Commentary: Cleanliness -- Shoes and Toilets
Thais are clean people.
When you enter a home, you ALWAYS take off your shoes at the door.
Sometimes at an office, too. This is why you often see Thais wearing sandals or flip-flops inside the office with their business clothes, and lots of shoes at the door, both outdoor shoes and indoor flip-flops. Therefore, take notice when you walk in, whether or not to take off your shoes. Guests walk in their socks, whereas employees might wear flip-flops or also just walk in their socks.
(The Thailand Guru logo has a guru wearing sandals, in case you didn't notice. However, I always wear thick socks, both as a defense against mosquitoes and also for extra cleanliness down there.)
Many people, after living in Thailand for a while, return to their home country and cringe at some things.
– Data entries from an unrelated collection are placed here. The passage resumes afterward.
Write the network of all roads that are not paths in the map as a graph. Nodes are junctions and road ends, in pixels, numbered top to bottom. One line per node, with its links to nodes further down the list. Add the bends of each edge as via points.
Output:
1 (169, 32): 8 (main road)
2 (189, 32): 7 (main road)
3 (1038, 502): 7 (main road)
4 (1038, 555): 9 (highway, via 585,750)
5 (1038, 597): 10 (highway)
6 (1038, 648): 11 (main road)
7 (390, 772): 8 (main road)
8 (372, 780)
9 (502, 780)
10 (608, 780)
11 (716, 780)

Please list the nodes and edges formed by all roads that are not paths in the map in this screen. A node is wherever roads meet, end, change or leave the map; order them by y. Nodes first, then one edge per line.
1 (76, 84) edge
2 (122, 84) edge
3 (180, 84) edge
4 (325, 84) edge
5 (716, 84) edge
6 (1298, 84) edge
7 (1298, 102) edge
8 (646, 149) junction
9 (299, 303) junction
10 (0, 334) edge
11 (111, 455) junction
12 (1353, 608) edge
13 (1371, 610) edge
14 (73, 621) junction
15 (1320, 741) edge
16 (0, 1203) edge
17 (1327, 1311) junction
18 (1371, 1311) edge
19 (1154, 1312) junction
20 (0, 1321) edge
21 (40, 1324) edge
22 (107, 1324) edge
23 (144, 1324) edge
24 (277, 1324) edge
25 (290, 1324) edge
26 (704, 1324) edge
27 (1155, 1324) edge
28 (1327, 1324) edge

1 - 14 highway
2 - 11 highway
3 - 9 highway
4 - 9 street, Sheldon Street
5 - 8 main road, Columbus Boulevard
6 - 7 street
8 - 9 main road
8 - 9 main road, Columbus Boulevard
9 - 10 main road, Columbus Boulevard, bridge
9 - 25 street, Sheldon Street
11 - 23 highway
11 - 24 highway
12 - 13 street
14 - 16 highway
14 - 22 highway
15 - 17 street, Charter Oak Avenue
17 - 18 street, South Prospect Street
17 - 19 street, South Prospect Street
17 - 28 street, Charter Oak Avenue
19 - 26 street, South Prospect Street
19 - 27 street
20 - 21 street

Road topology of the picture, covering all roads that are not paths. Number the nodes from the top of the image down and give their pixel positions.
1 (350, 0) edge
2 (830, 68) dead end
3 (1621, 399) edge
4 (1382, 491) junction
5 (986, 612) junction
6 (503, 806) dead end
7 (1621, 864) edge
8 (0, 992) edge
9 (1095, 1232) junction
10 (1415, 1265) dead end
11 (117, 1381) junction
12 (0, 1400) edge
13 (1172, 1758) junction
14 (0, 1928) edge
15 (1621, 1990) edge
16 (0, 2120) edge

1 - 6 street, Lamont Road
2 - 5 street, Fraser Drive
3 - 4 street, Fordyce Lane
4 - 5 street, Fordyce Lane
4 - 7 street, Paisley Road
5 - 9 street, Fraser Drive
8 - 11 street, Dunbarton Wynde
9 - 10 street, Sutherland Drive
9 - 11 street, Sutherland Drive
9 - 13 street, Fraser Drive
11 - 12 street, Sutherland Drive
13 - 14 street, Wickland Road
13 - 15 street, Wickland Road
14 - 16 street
The two most common things mentioned are "People back home wear their street shoes all inside their house!" and "People don't wash their butts!"
You may have noticed a hose next to almost every Thai style toilet, and often soap there, too, especially in homes. The toilet paper is also used to dry yourself. I have to warn you that after you try this method, it may be more difficult to go back to your old ways. Unfortunately, your home country probably doesn't have a hose next to the toilet, but wet toilet paper and soap can do the same to make you feel clean and fresh again.
Public toilets are usually OK, but in some places they are not well maintained, so I carry a small bar of soap with me in a plastic bag, and a packet of tissues. Otherwise, it's a walk to find a decent toilet.